4 à 6 milliards de budget

Malgré l'article 45 de la loi handicap de 2005 qui fait obligation aux autorités organisatrices de transport d'assurer la mise en accessibilité de toute la chaîne des déplacements, dans le cadre de schémas directeurs d'accessibilité, le métro parisien n'a pas été contraint de déposer un Ad'AP (programme de mise en accessibilité de chaque établissement recevant du public). La faute à un budget estimatif démesuré ! Il faudrait en effet entre 4 et 6 milliards d'euros pour rendre les 303 stations du métro parisien accessibles. En juin 2016, Valérie Pécresse, présidente de la région, déclarait pourtant sur une radio : « Dans le métro, on va vers un trajet zéro escalier, zéro marche, entièrement accessible ». Irréaliste ?

Une partie du réseau

Même les principaux intéressés acceptent de se rendre à la raison. « Face au principe de réalité, nous ne demandons pas que toutes les stations le soient, explique Claude Boulanger-Reijnen, membre du comité d'entente et responsable APF (Association des paralysés de France) Ile-de-France, mais qu'un « nœud » de transport soit réalisé, portant sur celles qui drainent le plus gros flux de passagers, ainsi que les gares de RER, en rendant accessibles les points d'interconnexions là où c'est possible. Or, pour mesurer la faisabilité ou non d'un tel projet, il faut bien que nous puissions avoir accès à ces rapports, avec des explications incluant les dispositifs de mise en sécurité (E.A.S.). Pourquoi les dissimuler ? Nous exigeons également que les élus locaux et régionaux en soient totalement informés.

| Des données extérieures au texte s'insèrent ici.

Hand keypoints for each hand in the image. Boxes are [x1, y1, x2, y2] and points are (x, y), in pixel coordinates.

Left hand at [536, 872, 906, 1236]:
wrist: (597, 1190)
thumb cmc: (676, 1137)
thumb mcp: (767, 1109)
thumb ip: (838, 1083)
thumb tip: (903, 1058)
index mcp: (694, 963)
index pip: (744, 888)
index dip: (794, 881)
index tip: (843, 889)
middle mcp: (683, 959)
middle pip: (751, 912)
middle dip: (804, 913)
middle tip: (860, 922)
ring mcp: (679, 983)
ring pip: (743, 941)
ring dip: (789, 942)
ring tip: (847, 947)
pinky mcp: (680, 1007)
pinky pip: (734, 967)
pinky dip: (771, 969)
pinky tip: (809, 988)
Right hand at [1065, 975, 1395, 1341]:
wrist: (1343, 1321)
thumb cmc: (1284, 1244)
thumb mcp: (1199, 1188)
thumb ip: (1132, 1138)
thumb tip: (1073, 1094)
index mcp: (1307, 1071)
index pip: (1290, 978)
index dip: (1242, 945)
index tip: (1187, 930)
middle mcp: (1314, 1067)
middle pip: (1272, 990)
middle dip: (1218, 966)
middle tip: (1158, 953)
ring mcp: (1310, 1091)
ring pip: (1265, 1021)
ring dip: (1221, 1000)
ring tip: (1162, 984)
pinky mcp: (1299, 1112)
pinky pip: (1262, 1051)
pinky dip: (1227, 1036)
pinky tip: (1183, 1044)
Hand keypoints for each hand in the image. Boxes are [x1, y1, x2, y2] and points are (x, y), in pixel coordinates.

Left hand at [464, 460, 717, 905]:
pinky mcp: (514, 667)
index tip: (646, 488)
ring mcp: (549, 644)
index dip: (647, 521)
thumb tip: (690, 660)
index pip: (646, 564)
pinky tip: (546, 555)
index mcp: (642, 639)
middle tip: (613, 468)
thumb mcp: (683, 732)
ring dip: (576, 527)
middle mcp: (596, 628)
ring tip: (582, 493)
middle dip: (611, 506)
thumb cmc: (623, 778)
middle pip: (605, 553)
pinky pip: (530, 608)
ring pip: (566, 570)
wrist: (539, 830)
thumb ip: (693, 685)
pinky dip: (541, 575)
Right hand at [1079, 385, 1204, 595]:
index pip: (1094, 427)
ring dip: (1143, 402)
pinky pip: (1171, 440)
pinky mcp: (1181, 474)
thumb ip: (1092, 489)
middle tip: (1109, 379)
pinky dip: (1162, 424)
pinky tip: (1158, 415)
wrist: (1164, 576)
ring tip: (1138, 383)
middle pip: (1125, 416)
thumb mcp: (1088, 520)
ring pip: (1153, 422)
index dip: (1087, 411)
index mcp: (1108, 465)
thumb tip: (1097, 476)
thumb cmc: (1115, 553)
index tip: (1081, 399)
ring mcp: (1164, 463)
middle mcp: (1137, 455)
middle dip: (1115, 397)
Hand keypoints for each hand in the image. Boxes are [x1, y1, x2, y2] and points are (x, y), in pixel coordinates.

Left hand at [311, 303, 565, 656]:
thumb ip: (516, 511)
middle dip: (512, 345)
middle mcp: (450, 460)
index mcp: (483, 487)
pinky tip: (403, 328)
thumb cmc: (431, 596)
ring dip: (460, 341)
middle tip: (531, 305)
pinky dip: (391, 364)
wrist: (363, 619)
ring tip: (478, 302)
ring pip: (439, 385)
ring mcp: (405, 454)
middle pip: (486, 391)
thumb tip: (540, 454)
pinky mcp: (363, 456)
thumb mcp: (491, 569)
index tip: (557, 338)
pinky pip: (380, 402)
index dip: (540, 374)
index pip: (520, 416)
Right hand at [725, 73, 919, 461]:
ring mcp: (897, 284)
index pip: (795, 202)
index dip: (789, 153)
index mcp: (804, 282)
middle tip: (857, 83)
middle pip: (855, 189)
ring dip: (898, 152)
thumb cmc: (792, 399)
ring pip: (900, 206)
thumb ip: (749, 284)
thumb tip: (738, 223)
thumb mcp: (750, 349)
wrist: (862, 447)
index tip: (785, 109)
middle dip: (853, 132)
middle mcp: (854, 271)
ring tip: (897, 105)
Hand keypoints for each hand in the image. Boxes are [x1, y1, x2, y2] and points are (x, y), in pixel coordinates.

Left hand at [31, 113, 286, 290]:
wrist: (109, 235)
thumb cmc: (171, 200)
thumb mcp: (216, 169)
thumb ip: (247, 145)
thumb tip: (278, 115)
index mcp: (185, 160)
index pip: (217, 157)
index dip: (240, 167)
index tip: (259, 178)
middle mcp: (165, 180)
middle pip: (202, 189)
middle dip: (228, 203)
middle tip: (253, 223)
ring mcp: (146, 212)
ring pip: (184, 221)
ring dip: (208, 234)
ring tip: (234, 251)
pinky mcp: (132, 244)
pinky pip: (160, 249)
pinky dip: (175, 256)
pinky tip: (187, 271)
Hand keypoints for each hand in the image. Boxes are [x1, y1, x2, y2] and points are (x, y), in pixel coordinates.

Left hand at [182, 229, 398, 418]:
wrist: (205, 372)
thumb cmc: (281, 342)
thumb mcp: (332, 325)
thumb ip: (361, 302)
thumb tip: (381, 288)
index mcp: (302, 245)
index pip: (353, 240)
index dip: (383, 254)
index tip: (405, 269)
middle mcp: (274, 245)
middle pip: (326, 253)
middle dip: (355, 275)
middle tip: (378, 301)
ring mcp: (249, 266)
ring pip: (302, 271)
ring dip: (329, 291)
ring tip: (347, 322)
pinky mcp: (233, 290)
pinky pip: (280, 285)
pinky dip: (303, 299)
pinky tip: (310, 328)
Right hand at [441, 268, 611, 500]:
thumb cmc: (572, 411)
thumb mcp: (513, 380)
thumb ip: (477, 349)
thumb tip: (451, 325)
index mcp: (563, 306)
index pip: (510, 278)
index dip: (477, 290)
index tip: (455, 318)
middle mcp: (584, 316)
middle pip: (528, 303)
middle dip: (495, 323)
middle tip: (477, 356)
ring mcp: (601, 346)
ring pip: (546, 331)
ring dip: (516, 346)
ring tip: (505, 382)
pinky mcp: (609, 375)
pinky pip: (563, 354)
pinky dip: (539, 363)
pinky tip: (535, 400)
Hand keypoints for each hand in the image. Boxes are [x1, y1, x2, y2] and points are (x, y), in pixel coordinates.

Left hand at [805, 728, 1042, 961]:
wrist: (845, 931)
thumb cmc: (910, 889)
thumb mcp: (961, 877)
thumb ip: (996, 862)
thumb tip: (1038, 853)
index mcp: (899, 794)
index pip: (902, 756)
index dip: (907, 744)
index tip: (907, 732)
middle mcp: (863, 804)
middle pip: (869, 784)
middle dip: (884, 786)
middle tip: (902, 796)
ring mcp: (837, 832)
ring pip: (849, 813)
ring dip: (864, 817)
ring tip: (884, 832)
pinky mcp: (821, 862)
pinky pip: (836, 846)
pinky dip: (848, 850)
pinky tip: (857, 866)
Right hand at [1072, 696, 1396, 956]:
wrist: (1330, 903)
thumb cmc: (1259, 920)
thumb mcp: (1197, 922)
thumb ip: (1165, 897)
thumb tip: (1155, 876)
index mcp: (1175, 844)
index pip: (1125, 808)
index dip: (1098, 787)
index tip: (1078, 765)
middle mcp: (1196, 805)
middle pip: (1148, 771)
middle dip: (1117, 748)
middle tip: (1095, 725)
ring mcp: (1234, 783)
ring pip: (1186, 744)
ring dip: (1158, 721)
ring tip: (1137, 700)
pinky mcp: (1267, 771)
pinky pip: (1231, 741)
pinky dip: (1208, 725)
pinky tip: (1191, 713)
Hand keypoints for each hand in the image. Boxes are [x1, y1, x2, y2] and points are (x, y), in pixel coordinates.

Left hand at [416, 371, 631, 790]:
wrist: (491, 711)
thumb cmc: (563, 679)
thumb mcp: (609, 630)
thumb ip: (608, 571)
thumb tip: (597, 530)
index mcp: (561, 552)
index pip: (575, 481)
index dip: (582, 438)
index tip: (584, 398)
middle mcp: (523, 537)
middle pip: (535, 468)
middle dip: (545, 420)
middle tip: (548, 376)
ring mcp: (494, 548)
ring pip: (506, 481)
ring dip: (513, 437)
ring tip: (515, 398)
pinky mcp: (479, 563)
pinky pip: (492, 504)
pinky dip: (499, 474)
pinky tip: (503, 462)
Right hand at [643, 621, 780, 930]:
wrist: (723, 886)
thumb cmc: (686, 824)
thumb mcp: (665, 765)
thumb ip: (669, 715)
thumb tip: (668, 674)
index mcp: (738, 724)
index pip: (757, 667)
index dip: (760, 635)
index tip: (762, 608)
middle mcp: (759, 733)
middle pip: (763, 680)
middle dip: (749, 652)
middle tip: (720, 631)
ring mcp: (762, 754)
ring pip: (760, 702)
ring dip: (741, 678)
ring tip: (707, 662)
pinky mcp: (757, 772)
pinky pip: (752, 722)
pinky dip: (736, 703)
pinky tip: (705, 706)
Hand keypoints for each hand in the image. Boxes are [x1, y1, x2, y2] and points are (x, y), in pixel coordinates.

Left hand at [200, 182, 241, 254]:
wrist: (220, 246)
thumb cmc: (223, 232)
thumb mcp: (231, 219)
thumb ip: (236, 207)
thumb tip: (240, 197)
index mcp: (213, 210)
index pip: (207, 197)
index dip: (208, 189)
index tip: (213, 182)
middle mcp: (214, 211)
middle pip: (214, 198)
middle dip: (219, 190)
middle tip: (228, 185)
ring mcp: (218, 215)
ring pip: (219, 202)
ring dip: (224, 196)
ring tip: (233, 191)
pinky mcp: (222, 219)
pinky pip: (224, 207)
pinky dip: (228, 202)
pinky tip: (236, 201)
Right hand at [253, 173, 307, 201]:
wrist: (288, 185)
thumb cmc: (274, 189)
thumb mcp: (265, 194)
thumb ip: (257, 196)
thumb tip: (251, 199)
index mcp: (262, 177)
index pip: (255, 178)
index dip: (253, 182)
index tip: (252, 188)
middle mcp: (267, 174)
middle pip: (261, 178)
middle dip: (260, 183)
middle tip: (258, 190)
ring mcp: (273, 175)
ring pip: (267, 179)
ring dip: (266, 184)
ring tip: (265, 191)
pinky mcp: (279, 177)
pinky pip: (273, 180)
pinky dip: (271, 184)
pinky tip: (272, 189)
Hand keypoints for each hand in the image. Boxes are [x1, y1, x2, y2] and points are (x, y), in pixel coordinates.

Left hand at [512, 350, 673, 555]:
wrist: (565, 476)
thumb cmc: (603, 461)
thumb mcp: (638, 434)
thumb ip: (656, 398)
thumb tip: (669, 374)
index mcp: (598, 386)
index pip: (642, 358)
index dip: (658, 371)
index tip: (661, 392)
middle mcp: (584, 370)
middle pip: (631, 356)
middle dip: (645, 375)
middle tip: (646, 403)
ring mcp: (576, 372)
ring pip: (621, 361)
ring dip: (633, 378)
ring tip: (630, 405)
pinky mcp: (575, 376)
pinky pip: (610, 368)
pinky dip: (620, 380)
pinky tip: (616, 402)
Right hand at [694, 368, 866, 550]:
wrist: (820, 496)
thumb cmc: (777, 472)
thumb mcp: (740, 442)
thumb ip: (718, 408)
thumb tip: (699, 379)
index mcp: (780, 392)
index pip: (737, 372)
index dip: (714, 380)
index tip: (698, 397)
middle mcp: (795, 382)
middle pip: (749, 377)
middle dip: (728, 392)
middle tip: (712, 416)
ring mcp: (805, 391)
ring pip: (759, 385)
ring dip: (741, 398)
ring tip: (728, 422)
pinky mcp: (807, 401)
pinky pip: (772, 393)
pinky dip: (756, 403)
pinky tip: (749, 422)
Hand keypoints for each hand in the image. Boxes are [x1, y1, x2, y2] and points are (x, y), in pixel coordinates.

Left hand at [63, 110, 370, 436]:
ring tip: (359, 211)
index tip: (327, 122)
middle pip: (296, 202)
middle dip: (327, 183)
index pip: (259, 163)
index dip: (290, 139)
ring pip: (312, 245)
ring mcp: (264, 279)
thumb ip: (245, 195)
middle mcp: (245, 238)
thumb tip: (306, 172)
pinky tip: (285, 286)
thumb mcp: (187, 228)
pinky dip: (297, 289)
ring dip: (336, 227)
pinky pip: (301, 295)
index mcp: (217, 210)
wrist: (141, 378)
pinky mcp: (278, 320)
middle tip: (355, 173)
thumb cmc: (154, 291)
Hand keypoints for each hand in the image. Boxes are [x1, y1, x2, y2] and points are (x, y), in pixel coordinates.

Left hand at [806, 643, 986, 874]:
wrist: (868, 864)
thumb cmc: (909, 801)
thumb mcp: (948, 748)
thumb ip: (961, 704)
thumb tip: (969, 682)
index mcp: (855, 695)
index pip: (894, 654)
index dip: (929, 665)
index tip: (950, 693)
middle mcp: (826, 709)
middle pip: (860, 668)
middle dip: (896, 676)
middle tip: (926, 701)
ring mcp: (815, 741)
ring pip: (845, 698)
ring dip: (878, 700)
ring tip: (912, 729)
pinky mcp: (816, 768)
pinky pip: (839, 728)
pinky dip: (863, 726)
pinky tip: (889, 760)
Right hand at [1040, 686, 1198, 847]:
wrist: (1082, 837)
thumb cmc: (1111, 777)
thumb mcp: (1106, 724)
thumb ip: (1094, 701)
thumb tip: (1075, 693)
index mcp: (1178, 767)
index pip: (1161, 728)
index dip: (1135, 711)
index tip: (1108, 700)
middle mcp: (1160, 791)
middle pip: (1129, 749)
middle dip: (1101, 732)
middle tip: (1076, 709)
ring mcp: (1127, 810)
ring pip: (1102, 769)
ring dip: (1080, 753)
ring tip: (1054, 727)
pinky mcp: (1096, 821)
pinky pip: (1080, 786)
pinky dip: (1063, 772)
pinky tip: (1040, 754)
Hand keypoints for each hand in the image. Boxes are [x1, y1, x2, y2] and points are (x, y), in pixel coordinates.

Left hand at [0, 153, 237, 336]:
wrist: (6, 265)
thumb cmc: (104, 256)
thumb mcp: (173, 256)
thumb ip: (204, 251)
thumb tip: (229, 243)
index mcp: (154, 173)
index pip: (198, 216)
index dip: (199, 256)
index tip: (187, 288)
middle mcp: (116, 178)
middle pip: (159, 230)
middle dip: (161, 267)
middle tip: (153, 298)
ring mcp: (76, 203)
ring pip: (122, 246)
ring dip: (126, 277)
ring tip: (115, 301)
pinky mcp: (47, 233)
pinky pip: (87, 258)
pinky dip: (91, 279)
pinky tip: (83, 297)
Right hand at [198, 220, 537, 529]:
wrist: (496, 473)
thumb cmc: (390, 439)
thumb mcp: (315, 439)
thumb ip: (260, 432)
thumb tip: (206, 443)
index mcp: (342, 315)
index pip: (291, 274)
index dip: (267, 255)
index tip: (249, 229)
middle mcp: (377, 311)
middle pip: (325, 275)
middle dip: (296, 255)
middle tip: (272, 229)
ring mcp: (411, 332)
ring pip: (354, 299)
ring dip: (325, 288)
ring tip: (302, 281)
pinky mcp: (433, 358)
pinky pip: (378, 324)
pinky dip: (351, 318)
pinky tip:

Assez de tourner autour du pot et d'entendre dans tous les médias bien influencés que le métro ne sera jamais accessible car cela revient trop cher, alors que tous les champs de handicaps sont concernés ! ».

Pas seulement le handicap moteur

En effet, l'accessibilité ne concerne pas seulement les personnes en fauteuil roulant ; les lignes 10 et A et B du RER ont mené des actions pour l'accueil des voyageurs avec un handicap mental ou cognitif (article en lien ci-dessous). Pourquoi pas les autres avec les mêmes plans de formations pour l'accueil et les accompagnements nécessaires ? Le Comité propose, par ailleurs, que le rôle d'ambassadeur de l'accessibilité RATP soit confié par tirage au sort à l'une des associations tous les ans. « La seule façon pour tous les handicaps d'être entendus », selon Claude Boulanger-Reijnen.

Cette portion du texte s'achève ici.